### Saved entries

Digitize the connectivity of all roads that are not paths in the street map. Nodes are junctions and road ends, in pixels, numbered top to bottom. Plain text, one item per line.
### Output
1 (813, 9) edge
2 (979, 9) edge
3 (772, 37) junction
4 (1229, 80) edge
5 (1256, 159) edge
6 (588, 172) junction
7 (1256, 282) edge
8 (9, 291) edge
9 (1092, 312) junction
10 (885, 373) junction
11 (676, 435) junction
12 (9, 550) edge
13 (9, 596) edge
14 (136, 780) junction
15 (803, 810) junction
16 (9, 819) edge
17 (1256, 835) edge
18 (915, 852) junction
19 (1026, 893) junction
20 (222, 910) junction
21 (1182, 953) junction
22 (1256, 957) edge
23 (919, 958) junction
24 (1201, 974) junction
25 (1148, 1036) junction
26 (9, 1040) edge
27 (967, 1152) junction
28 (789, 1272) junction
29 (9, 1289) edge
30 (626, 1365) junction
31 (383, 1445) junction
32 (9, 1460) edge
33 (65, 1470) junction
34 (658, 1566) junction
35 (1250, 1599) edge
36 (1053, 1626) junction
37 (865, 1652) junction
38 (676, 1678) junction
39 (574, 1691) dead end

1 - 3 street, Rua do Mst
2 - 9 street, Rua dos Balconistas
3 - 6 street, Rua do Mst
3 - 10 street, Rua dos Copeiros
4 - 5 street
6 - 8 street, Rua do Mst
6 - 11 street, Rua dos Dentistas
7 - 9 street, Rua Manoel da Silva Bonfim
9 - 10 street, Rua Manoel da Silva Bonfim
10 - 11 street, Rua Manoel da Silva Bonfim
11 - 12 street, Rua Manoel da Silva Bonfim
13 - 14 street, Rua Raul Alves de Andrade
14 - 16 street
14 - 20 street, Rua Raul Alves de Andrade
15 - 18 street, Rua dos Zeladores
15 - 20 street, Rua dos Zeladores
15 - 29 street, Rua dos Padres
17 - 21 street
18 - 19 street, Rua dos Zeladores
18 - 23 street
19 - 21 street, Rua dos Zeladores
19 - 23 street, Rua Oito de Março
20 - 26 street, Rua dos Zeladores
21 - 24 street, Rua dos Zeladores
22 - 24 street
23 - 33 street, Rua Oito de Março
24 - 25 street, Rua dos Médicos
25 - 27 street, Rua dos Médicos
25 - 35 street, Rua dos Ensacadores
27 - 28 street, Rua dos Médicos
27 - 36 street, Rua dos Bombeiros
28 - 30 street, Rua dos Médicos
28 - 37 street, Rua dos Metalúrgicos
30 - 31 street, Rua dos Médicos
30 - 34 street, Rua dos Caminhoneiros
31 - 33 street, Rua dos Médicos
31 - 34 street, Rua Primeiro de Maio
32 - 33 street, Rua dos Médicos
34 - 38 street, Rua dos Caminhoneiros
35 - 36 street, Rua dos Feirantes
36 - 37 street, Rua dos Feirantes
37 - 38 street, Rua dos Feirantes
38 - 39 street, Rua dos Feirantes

### Assignment
Your answer should contain every entry, transcribed exactly.

### Result
Digitize the connectivity of all roads that are not paths in the street map. Nodes are junctions and road ends, in pixels, numbered top to bottom. Plain text, one item per line.
### Output
1 (813, 9) edge
2 (979, 9) edge
3 (772, 37) junction
4 (1229, 80) edge
5 (1256, 159) edge
6 (588, 172) junction
7 (1256, 282) edge
8 (9, 291) edge
9 (1092, 312) junction
10 (885, 373) junction
11 (676, 435) junction
12 (9, 550) edge
13 (9, 596) edge
14 (136, 780) junction
15 (803, 810) junction
16 (9, 819) edge
17 (1256, 835) edge
18 (915, 852) junction
19 (1026, 893) junction
20 (222, 910) junction
21 (1182, 953) junction
22 (1256, 957) edge
23 (919, 958) junction
24 (1201, 974) junction
25 (1148, 1036) junction
26 (9, 1040) edge
27 (967, 1152) junction
28 (789, 1272) junction
29 (9, 1289) edge
30 (626, 1365) junction
31 (383, 1445) junction
32 (9, 1460) edge
33 (65, 1470) junction
34 (658, 1566) junction
35 (1250, 1599) edge
36 (1053, 1626) junction
37 (865, 1652) junction
38 (676, 1678) junction
39 (574, 1691) dead end

1 - 3 street, Rua do Mst
2 - 9 street, Rua dos Balconistas
3 - 6 street, Rua do Mst
3 - 10 street, Rua dos Copeiros
4 - 5 street
6 - 8 street, Rua do Mst
6 - 11 street, Rua dos Dentistas
7 - 9 street, Rua Manoel da Silva Bonfim
9 - 10 street, Rua Manoel da Silva Bonfim
10 - 11 street, Rua Manoel da Silva Bonfim
11 - 12 street, Rua Manoel da Silva Bonfim
13 - 14 street, Rua Raul Alves de Andrade
14 - 16 street
14 - 20 street, Rua Raul Alves de Andrade
15 - 18 street, Rua dos Zeladores
15 - 20 street, Rua dos Zeladores
15 - 29 street, Rua dos Padres
17 - 21 street
18 - 19 street, Rua dos Zeladores
18 - 23 street
19 - 21 street, Rua dos Zeladores
19 - 23 street, Rua Oito de Março
20 - 26 street, Rua dos Zeladores
21 - 24 street, Rua dos Zeladores
22 - 24 street
23 - 33 street, Rua Oito de Março
24 - 25 street, Rua dos Médicos
25 - 27 street, Rua dos Médicos
25 - 35 street, Rua dos Ensacadores
27 - 28 street, Rua dos Médicos
27 - 36 street, Rua dos Bombeiros
28 - 30 street, Rua dos Médicos
28 - 37 street, Rua dos Metalúrgicos
30 - 31 street, Rua dos Médicos
30 - 34 street, Rua dos Caminhoneiros
31 - 33 street, Rua dos Médicos
31 - 34 street, Rua Primeiro de Maio
32 - 33 street, Rua dos Médicos
34 - 38 street, Rua dos Caminhoneiros
35 - 36 street, Rua dos Feirantes
36 - 37 street, Rua dos Feirantes
37 - 38 street, Rua dos Feirantes
38 - 39 street, Rua dos Feirantes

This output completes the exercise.